At this moment, the situation could have gone a couple different directions. After already being brushed back once, and now being hit his next time up, Canha would have been well within his unwritten baseball rights to charge the mound. Maybe a punch would get thrown, both teams would spill out and bump chests for a while, a few players or coaches would get ejected and later suspended, and the rest of the evening’s awesome game would have been worse. When keeping it real goes wrong.

Instead, Canha laid down his bat and trotted to first base. He knew it wasn’t intentional, and there was no reason to pretend it was. And let’s be honest, while this particular pitch would have hit anybody, part of the reason Canha leads 2021 MLB as well as all of Oakland A’s history in HBPs is because he crowds the plate and doesn’t make much effort to get out of the way, so, as commentator Dallas Braden put it in the 3rd inning, he’s “not afraid to wear one.”

Once again, Oakland didn’t retaliate, because the punishment for a genuine mistake happened organically. The HBP of Canha pushed the lead runner Elvis Andrus to second base, and then Andrus got bunted over to third, and then he scored on a sac fly for the first run of the game. The A’s went on to win 3-1.

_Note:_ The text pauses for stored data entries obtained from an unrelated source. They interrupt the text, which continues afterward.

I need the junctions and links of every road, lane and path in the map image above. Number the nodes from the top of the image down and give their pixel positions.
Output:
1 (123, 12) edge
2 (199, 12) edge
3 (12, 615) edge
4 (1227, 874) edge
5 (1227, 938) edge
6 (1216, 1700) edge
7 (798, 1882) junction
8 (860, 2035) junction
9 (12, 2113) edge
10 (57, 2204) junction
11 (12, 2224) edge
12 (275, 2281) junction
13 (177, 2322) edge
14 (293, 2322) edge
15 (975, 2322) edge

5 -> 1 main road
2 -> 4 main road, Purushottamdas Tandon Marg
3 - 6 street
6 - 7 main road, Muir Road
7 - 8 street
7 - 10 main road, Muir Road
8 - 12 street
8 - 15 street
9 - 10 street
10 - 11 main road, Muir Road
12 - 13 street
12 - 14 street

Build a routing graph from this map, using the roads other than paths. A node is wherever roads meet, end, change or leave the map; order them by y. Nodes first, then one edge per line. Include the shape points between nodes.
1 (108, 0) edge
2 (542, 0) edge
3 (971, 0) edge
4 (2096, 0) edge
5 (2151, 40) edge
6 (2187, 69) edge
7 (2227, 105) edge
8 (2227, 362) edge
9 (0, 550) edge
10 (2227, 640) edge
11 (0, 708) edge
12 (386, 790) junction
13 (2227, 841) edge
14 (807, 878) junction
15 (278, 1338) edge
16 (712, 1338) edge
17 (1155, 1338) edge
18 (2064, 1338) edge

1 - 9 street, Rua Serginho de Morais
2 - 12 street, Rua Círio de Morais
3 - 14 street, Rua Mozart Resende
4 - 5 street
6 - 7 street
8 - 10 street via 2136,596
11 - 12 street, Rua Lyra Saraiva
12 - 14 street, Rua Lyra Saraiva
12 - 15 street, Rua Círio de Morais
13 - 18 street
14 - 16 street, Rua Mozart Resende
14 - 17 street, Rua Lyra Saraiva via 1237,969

Nobody in the Angels lineup took a pitch to the ribs to settle the score. Their pitcher took an earned run to his ERA to untie the scoreboard. That’s justice.

Before the 2019 Wild Card Game, I asked Canha about the topic of leadership. He talked about how baseball is a team sport but also has clear individual aspects, like a pitcher and batter facing off one-on-one, and that he hoped to rub off on his teammates by working to make himself the best he can be.

In other words, lead by example, and that’s what he did in the 6th inning. His reaction to the HBP was going to dictate how the rest of his teammates reacted, and his mature judgment helped avoid pointless conflict. Equal credit to Ohtani, who stayed professional throughout both incidents and fully acknowledged his whoopsies, which is not something we always see from pitchers.

***

There was one final test. Ohtani is unique among American League pitchers because he bats as the DH on days when he’s not on the mound, and the two clubs played again Saturday. He was the second batter of the game, and now A’s pitchers would get their chance to send him a message if they wanted.

Nope. In his first at-bat, he saw six pitches, all either in the strike zone or slightly below it, and he flew out to the warning track. Next time up, he struck out on four pitches, all of them over the plate. Third time up, he got a pitch in the dirt and then drilled the next one for a two-run single. Just a normal day for one of the best hitters in the world.

***

This was a non-story, which is exactly why I love it. Well played, A’s and Angels.